00:06Oui, Périne, cette technique d'enquête scientifique sur laquelle on revient avec vous, Général Daoust,
00:11et notamment ce matin, avec ses premières réponses par le procureur, notamment sur l'intervention d'un tiers dans la disparition de l'enfant.
00:19Il y a évidemment le traumatisme facial dont on a parlé, mais surtout, et vous en parliez aussi il y a quelques minutes,
00:24c'est le déplacement des ossements du petit Émile avant leur découverte, il y a un an, par une randonneuse.
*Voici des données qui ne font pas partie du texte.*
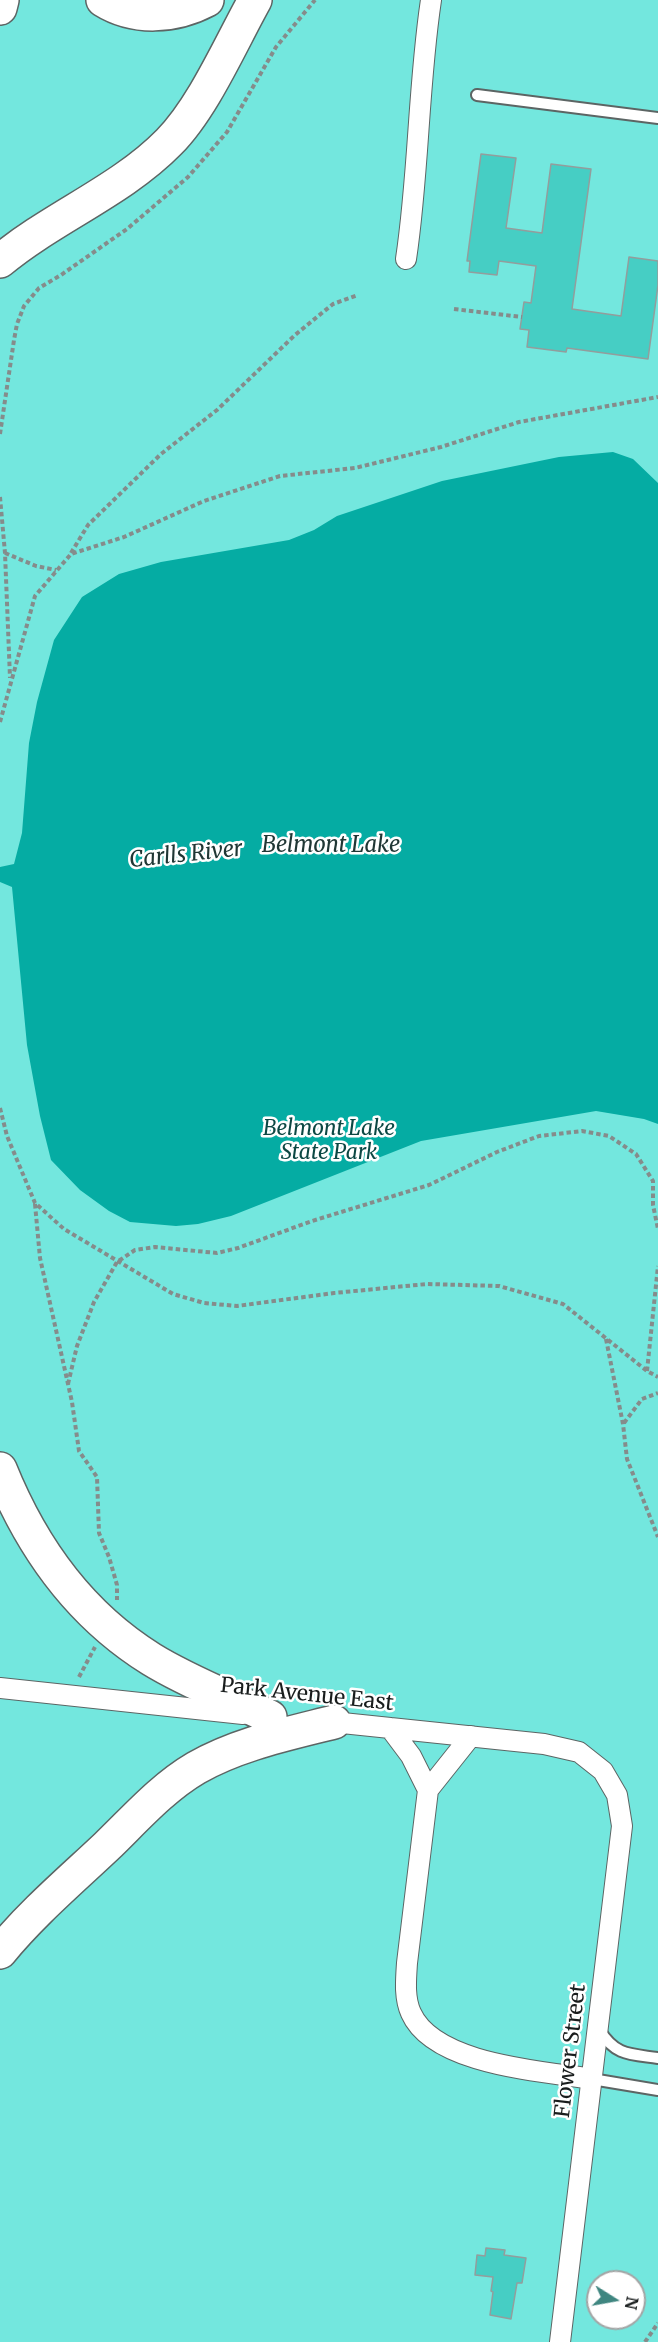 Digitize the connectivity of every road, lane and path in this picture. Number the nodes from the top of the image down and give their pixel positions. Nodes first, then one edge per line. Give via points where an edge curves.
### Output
1 (2, 0) edge
2 (103, 0) edge
3 (207, 0) edge
4 (255, 0) edge
5 (315, 0) edge
6 (431, 0) edge
7 (0, 8) edge
8 (477, 95) dead end
9 (658, 118) edge
10 (406, 259) dead end
11 (0, 261) edge
12 (358, 295) dead end
13 (454, 309) dead end
14 (522, 317) dead end
15 (658, 397) edge
16 (0, 434) edge
17 (0, 497) edge
18 (5, 553) junction
19 (71, 554) junction
20 (57, 570) junction
21 (11, 684) junction
22 (0, 722) edge
23 (0, 1108) edge
24 (653, 1199) junction
25 (658, 1202) edge
26 (35, 1203) junction
27 (658, 1229) edge
28 (117, 1262) junction
29 (658, 1266) edge
30 (606, 1338) junction
31 (647, 1371) junction
32 (658, 1377) edge
33 (68, 1384) junction
34 (658, 1394) edge
35 (623, 1424) junction
36 (0, 1469) edge
37 (658, 1537) edge
38 (117, 1604) dead end
39 (0, 1688) edge
40 (270, 1717) junction
41 (334, 1722) junction
42 (390, 1728) junction
43 (471, 1736) junction
44 (603, 1771) joint
45 (428, 1790) junction
46 (0, 1952) edge
47 (598, 2028) junction
48 (658, 2058) edge
49 (592, 2079) junction
50 (658, 2090) edge
51 (658, 2323) edge
52 (560, 2342) edge
53 (645, 2342) edge

1 - 7 highway
2 - 3 highway via 151,14 185,9
4 - 11 highway via 191,114 170,141 130,175
5 - 16 path via 276,47 227,132 188,177 127,229 39,288 24,306 17,324
6 - 10 street via 422,54
8 - 9 lane
12 - 19 path via 333,304 217,410 161,454 88,525
13 - 14 path
15 - 19 path via 519,422 441,447 355,468 280,476 204,501 124,537
17 - 18 path
18 - 20 path
18 - 21 path
19 - 20 path
20 - 21 path via 35,596
21 - 22 path
23 - 26 path via 7,1136
24 - 25 path
24 - 27 path
24 - 28 path via 653,1181 636,1154 609,1136 582,1131 539,1136 429,1185 238,1248 217,1253 155,1247 135,1250
26 - 28 path via 64,1229
26 - 33 path via 40,1258
28 - 30 path via 173,1294 204,1303 237,1306 427,1284 499,1286 563,1304
28 - 33 path via 94,1302
29 - 31 path
30 - 31 path
30 - 35 path
31 - 32 path
33 - 38 path via 79,1451 97,1478 99,1533 117,1585
34 - 35 path via 642,1400
35 - 37 path via 627,1459
36 - 40 highway via 38,1547 93,1614 152,1659
39 - 40 street, Park Avenue East
40 - 41 street, Park Avenue East
41 - 42 street, Park Avenue East
41 - 46 highway via 248,1745 181,1778
42 - 43 street, Park Avenue East
42 - 45 street via 411,1756
43 - 44 street, Park Avenue East via 579,1752
43 - 45 street
44 - 47 street, Flower Street via 617,1795 622,1826
45 - 49 street via 407,1963 407,2000 416,2024 438,2043 466,2055
47 - 48 lane via 621,2053
47 - 49 street, Flower Street
49 - 50 lane
49 - 52 street, Flower Street
51 - 53 path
00:30Comment est-ce qu'on enquête là-dessus ? Comment est-ce que l'expertise scientifique permet de savoir que ces ossements ont été déplacés ?
00:37On parle notamment d'expertise entomologique.
00:41Alors, l'entomologie, c'est tout ce qui a trait aux insectes.
00:44Et les insectes, en matière de crime, c'est tout ce qui peut permettre de déterminer une datation de la mort,
00:54là où le médecin des légistes n'a plus de capacité de le faire.
00:58C'est-à-dire, on est sur un temps long, on retrouve un corps, et depuis combien de temps il est là ?
01:03Est-ce qu'il a été tué à cet endroit, ou au contraire, il a été déplacé ?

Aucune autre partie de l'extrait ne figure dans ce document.